◆ What needs to be done
In the entries that follow, how many lines contain the word "them"? Answer with the number only.

◆ Dataset extract
┄┄┄┄┄┄┄┄┄┄
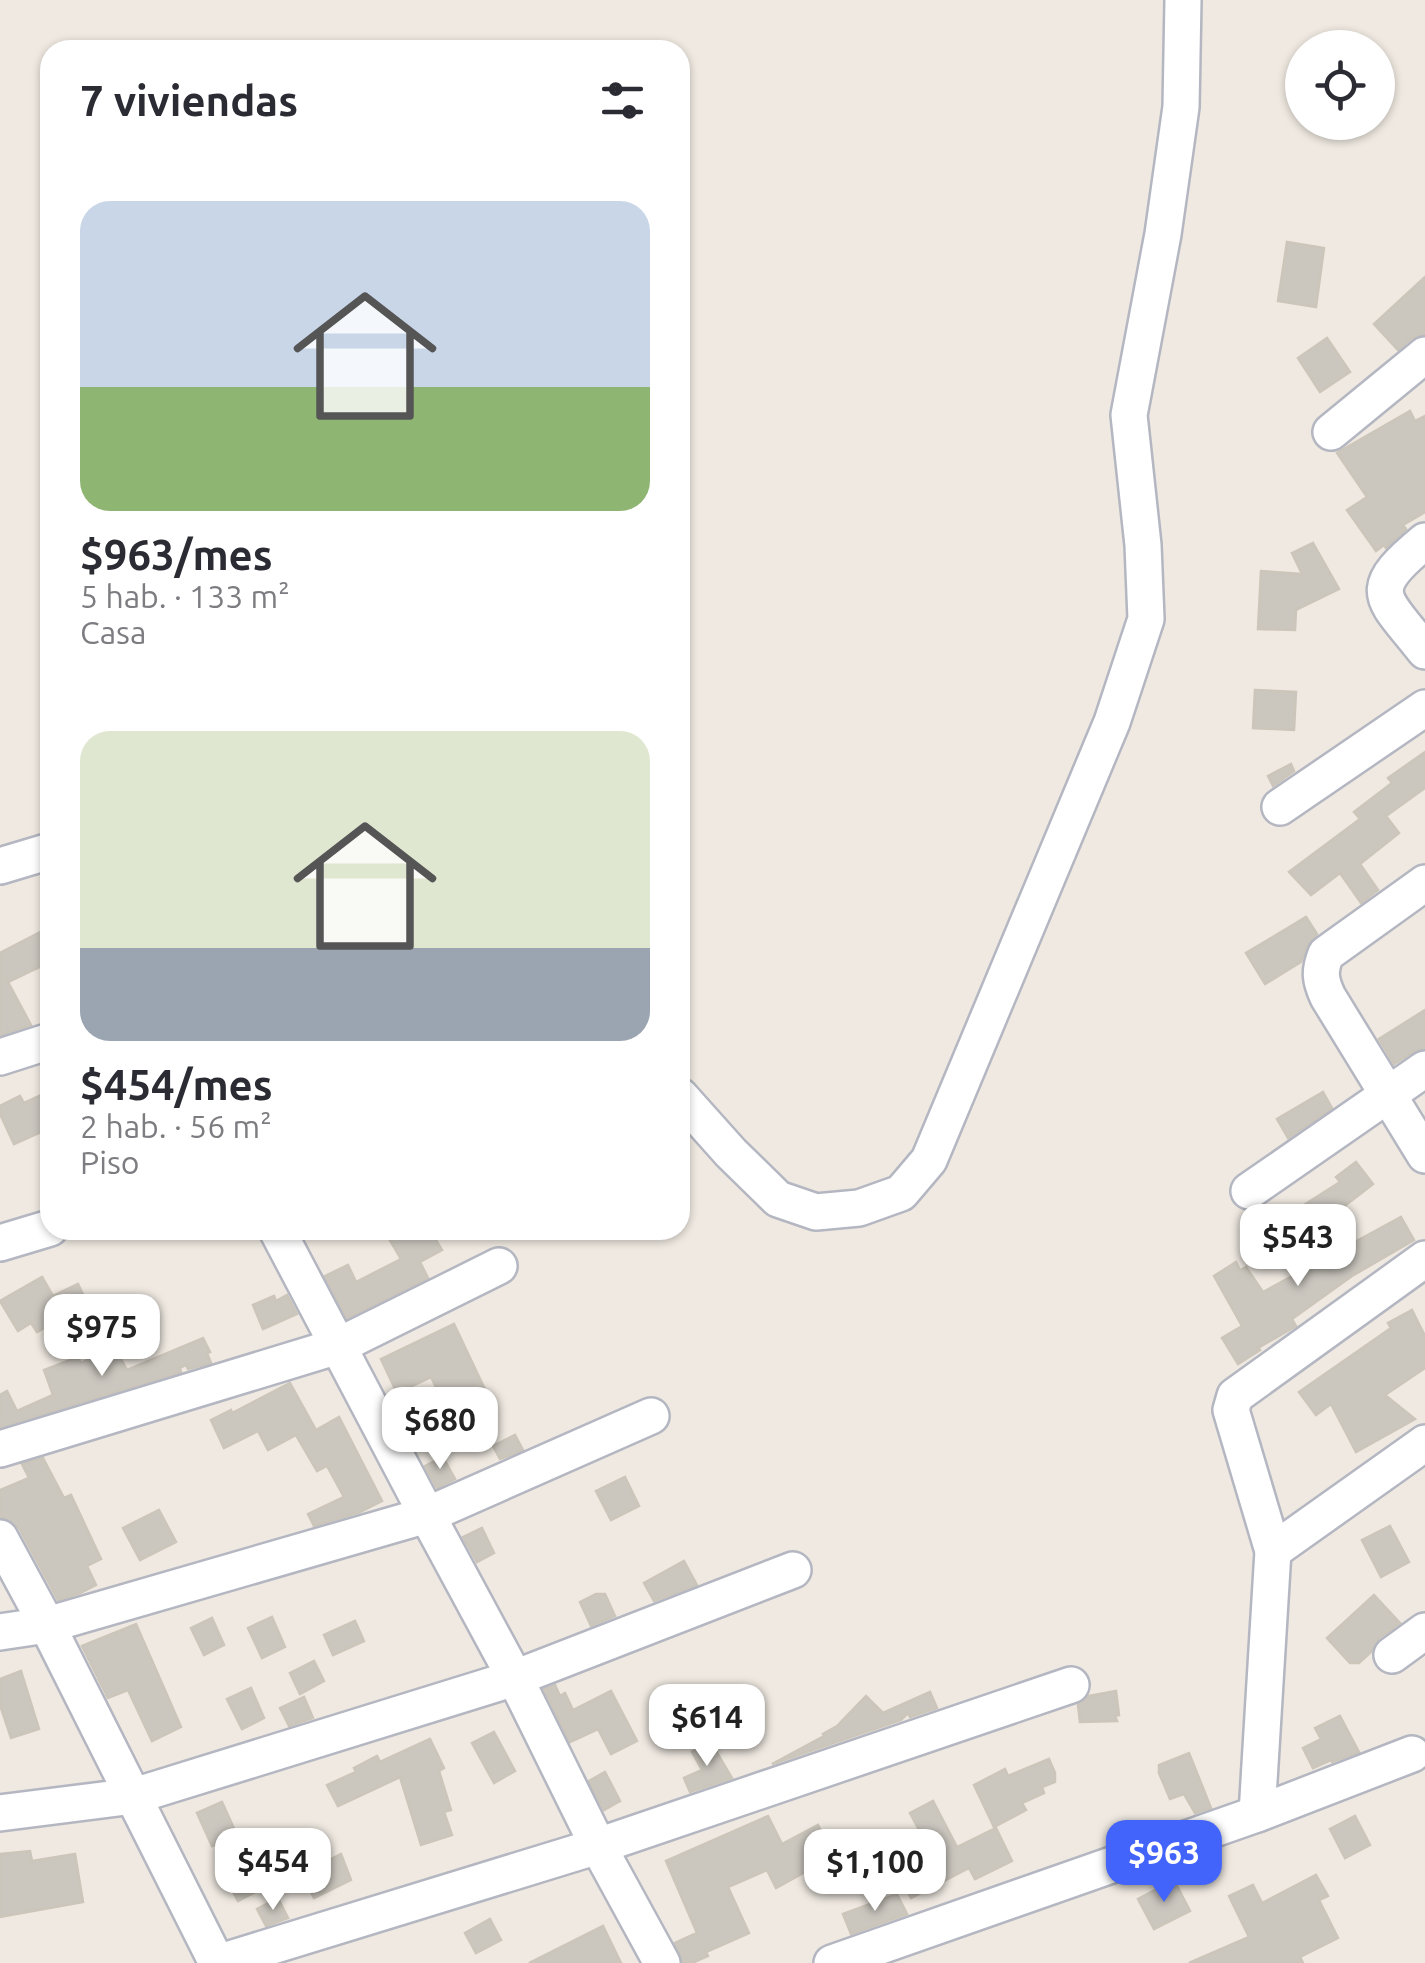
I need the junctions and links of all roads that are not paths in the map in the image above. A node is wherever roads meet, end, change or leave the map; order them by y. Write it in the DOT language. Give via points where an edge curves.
graph roads {
  1 [pos="1183,0"];
  2 [pos="1425,355"];
  3 [pos="1331,432"];
  4 [pos="1425,541"];
  5 [pos="1425,651"];
  6 [pos="1425,708"];
  7 [pos="1280,808"];
  8 [pos="40,854"];
  9 [pos="0,866"];
  10 [pos="1425,883"];
  11 [pos="40,1044"];
  12 [pos="0,1057"];
  13 [pos="1425,1070"];
  14 [pos="1387,1096"];
  15 [pos="690,1107"];
  16 [pos="1425,1156"];
  17 [pos="1249,1191"];
  18 [pos="40,1231"];
  19 [pos="282,1240"];
  20 [pos="0,1243"];
  21 [pos="1425,1259"];
  22 [pos="499,1266"];
  23 [pos="338,1346"];
  24 [pos="651,1416"];
  25 [pos="1425,1442"];
  26 [pos="0,1449"];
  27 [pos="426,1515"];
  28 [pos="0,1538"];
  29 [pos="1274,1551"];
  30 [pos="793,1570"];
  31 [pos="47,1625"];
  32 [pos="1425,1631"];
  33 [pos="0,1632"];
  34 [pos="1392,1656"];
  35 [pos="515,1678"];
  36 [pos="1070,1685"];
  37 [pos="1412,1754"];
  38 [pos="134,1796"];
  39 [pos="0,1813"];
  40 [pos="1257,1814"];
  41 [pos="598,1846"];
  42 [pos="217,1963"];
  43 [pos="662,1963"];
  44 [pos="832,1963"];
  1 -- 15 [label="street" via="1180,107 1129,414 1146,619 1112,722 929,1160 901,1193 859,1208 816,1212 778,1198"];
  2 -- 3 [label="street"];
  4 -- 5 [label="street" via="1384,586 1386,601"];
  6 -- 7 [label="street"];
  8 -- 9 [label="street"];
  10 -- 14 [label="street" via="1326,954 1320,968 1328,996"];
  11 -- 12 [label="street"];
  13 -- 14 [label="street"];
  14 -- 16 [label="street"];
  14 -- 17 [label="street"];
  18 -- 20 [label="street"];
  19 -- 23 [label="street"];
  21 -- 29 [label="street" via="1235,1396 1234,1422"];
  22 -- 23 [label="street"];
  23 -- 26 [label="street"];
  23 -- 27 [label="street"];
  24 -- 27 [label="street"];
  25 -- 29 [label="street"];
  27 -- 31 [label="street"];
  27 -- 35 [label="street"];
  28 -- 31 [label="street"];
  29 -- 40 [label="street"];
  30 -- 35 [label="street"];
  31 -- 33 [label="street"];
  31 -- 38 [label="street"];
  32 -- 34 [label="street"];
  35 -- 38 [label="street"];
  35 -- 41 [label="street"];
  36 -- 41 [label="street"];
  37 -- 40 [label="street"];
  38 -- 39 [label="street"];
  38 -- 42 [label="street"];
  40 -- 44 [label="street"];
  41 -- 42 [label="street"];
  41 -- 43 [label="street"];
}
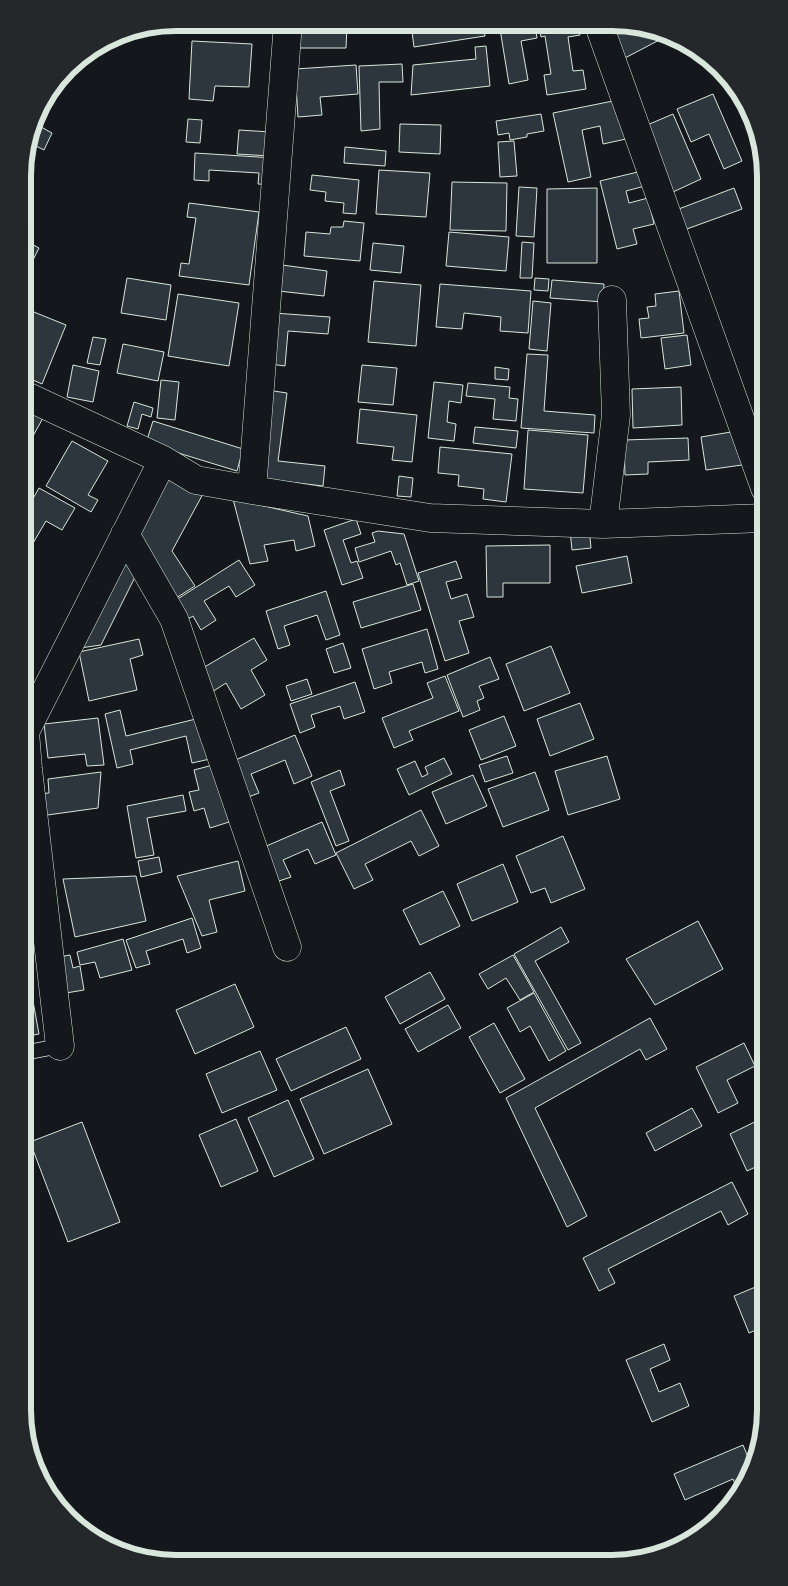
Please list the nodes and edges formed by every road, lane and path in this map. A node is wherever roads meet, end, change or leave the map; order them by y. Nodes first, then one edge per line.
1 (601, 31) edge
2 (287, 32) edge
3 (612, 300) dead end
4 (32, 399) edge
5 (162, 460) junction
6 (757, 465) edge
7 (252, 490) junction
8 (757, 518) edge
9 (603, 524) junction
10 (125, 534) junction
11 (32, 719) edge
12 (31, 799) edge
13 (287, 946) dead end
14 (60, 1046) joint
15 (31, 1051) edge

1 - 6 street
2 - 7 street
3 - 9 street
4 - 5 street
5 - 7 street
5 - 10 street
7 - 9 street
8 - 9 street
10 - 11 street
10 - 13 street
12 - 14 street
14 - 15 lane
┄┄┄┄┄┄┄┄┄┄
◆ Problem solution
2